▶ _What is expected_:
Print nothing except the lines of the listing below from the line with "ring dip: (708, 585)" to the line with "index pip: (801, 627)", each exactly as written, both ends included.
--------------------------------
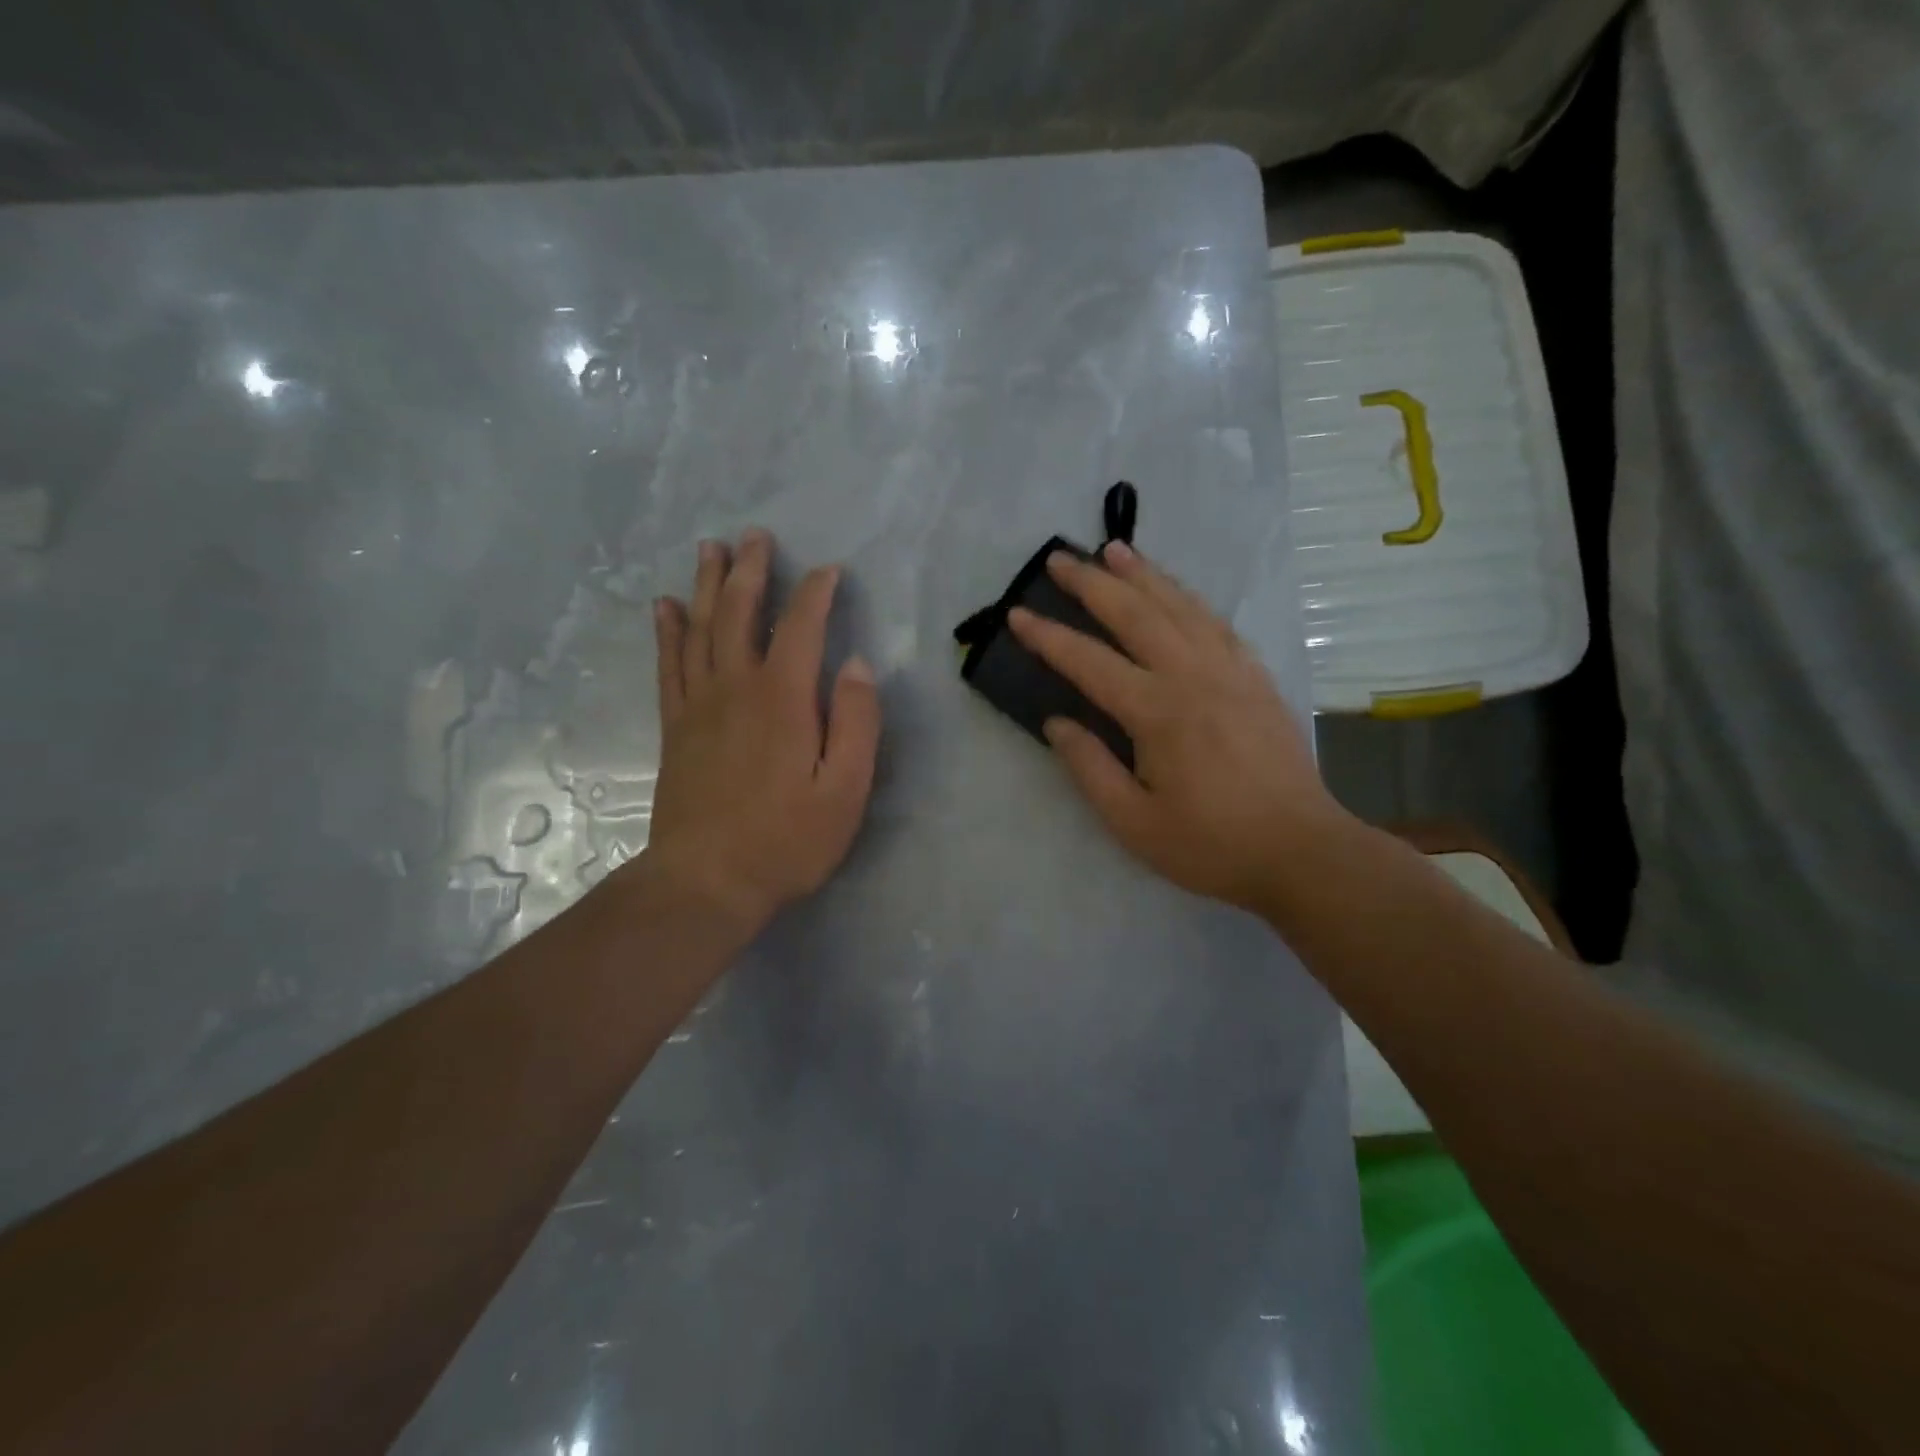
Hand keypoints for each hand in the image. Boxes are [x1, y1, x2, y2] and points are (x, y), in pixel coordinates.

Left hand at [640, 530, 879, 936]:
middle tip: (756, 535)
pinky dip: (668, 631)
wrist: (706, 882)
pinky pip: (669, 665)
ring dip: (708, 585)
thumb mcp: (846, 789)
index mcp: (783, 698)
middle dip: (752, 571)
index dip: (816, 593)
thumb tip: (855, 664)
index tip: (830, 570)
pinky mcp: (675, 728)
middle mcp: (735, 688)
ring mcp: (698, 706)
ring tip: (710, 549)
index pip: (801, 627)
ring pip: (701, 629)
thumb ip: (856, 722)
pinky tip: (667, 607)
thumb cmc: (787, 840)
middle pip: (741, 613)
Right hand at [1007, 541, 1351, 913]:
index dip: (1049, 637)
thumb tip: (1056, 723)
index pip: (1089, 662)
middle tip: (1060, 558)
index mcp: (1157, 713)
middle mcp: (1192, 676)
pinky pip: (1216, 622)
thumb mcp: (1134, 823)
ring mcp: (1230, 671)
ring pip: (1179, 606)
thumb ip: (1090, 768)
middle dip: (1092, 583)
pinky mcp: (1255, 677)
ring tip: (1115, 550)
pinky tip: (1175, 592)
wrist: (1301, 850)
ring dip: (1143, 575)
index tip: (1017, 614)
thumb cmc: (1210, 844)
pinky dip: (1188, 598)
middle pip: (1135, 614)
--------------------------------
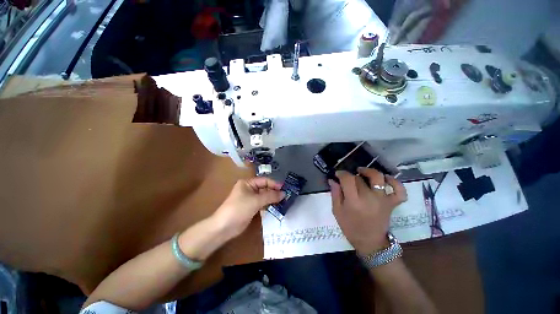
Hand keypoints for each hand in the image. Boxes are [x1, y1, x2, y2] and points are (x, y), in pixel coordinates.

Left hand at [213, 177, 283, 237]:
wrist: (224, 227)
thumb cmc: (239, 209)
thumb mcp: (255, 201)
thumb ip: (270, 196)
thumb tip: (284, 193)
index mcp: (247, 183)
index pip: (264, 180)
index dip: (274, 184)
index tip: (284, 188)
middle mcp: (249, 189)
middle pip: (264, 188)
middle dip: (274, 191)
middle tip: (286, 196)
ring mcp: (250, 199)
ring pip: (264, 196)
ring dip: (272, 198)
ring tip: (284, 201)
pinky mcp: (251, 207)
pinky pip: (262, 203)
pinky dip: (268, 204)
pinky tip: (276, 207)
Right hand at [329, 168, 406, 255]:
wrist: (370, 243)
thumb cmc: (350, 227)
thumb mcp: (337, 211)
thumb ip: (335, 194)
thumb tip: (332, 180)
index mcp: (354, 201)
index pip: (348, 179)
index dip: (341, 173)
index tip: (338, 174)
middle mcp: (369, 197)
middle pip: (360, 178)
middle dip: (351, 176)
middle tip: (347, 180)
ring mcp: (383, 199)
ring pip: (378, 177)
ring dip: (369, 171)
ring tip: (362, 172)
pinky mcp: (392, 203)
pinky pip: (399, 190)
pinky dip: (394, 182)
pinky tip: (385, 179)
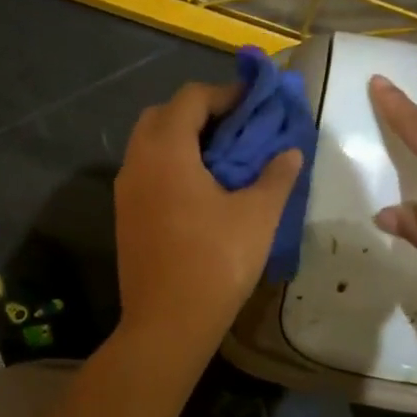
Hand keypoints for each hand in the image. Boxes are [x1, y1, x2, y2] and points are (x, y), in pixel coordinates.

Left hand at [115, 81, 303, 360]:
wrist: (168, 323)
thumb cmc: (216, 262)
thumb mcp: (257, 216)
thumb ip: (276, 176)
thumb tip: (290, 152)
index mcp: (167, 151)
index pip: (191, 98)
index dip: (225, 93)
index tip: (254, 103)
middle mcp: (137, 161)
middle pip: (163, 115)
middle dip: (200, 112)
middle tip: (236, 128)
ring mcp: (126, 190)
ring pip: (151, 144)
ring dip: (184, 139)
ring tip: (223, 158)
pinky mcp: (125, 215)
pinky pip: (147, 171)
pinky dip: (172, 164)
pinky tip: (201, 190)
--------------------------------
▶ _Solution to this exercise_:
ring dip: (708, 585)
thumb mcp: (846, 789)
index mcp: (783, 698)
middle dip: (752, 571)
index dip: (816, 593)
thumb tip: (855, 664)
index tip: (830, 570)
pinky mcp: (675, 728)
middle mcp: (735, 688)
ring mcp: (698, 706)
ring tip: (710, 549)
index pip: (801, 627)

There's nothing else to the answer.